▸ **Directions**
Transcribe word for word the lines spanning the line with "pinky pip: (359, 304)" through the end of the records.

[Stored data entries]
• • • • •

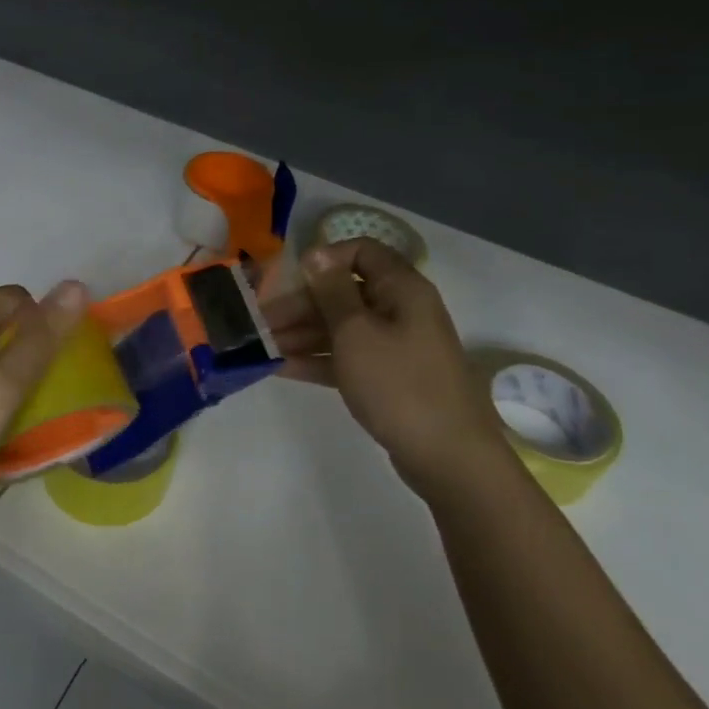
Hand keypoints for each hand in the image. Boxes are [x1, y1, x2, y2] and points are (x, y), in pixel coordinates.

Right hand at [281, 238, 502, 493]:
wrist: (447, 457)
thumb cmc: (398, 384)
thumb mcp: (356, 332)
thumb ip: (330, 291)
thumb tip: (316, 252)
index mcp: (401, 289)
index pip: (362, 252)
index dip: (325, 259)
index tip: (291, 278)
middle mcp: (400, 310)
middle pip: (345, 293)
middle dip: (301, 305)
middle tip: (260, 321)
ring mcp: (395, 346)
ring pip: (342, 327)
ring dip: (303, 333)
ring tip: (263, 345)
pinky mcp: (388, 378)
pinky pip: (348, 357)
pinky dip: (318, 360)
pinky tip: (281, 367)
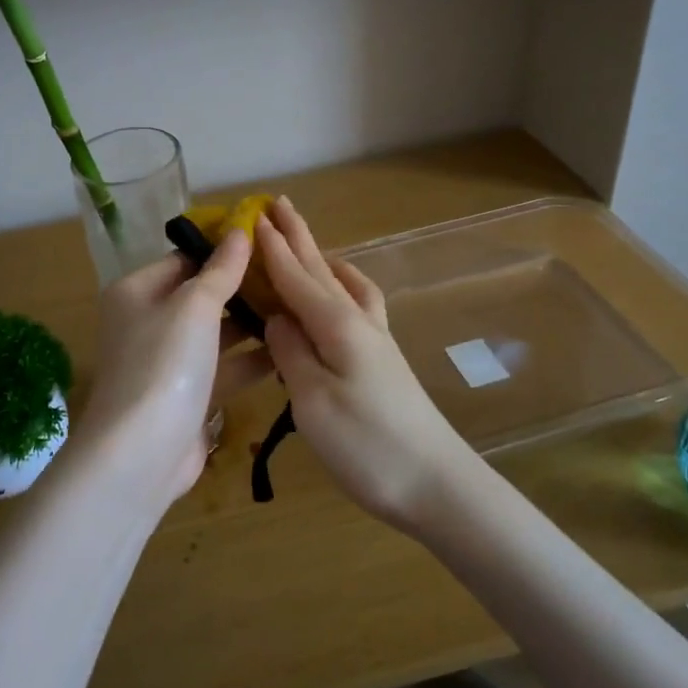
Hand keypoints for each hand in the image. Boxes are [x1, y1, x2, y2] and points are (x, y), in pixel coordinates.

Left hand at [78, 229, 273, 507]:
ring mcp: (168, 363)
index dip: (222, 249)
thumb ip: (222, 270)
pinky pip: (223, 369)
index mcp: (137, 292)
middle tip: (291, 275)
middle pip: (201, 296)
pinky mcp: (188, 397)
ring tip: (298, 308)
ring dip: (252, 325)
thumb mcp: (194, 307)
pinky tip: (289, 350)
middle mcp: (148, 323)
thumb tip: (241, 229)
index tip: (267, 241)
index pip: (184, 258)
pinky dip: (250, 360)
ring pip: (216, 334)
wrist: (141, 456)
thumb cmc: (163, 365)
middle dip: (243, 288)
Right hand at [256, 198, 474, 530]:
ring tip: (307, 243)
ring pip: (343, 283)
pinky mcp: (382, 359)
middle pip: (321, 269)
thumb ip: (291, 352)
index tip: (252, 216)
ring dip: (321, 258)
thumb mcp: (313, 401)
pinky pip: (359, 304)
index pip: (295, 278)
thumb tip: (276, 317)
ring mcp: (375, 339)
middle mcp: (357, 321)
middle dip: (298, 237)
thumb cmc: (367, 446)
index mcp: (336, 326)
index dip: (272, 248)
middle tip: (279, 204)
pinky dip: (343, 286)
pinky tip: (341, 294)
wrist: (436, 484)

• • • • •

▸ **Response to this exercise**
pinky pip: (359, 304)
index pip: (295, 278)
thumb tip: (276, 317)
ring mcp: (375, 339)
middle mcp: (357, 321)
middle dip: (298, 237)
thumb cmc: (367, 446)
index mcp: (336, 326)
index dip: (272, 248)
middle tip: (279, 204)
pinky dip: (343, 286)
pinky tip: (341, 294)
wrist: (436, 484)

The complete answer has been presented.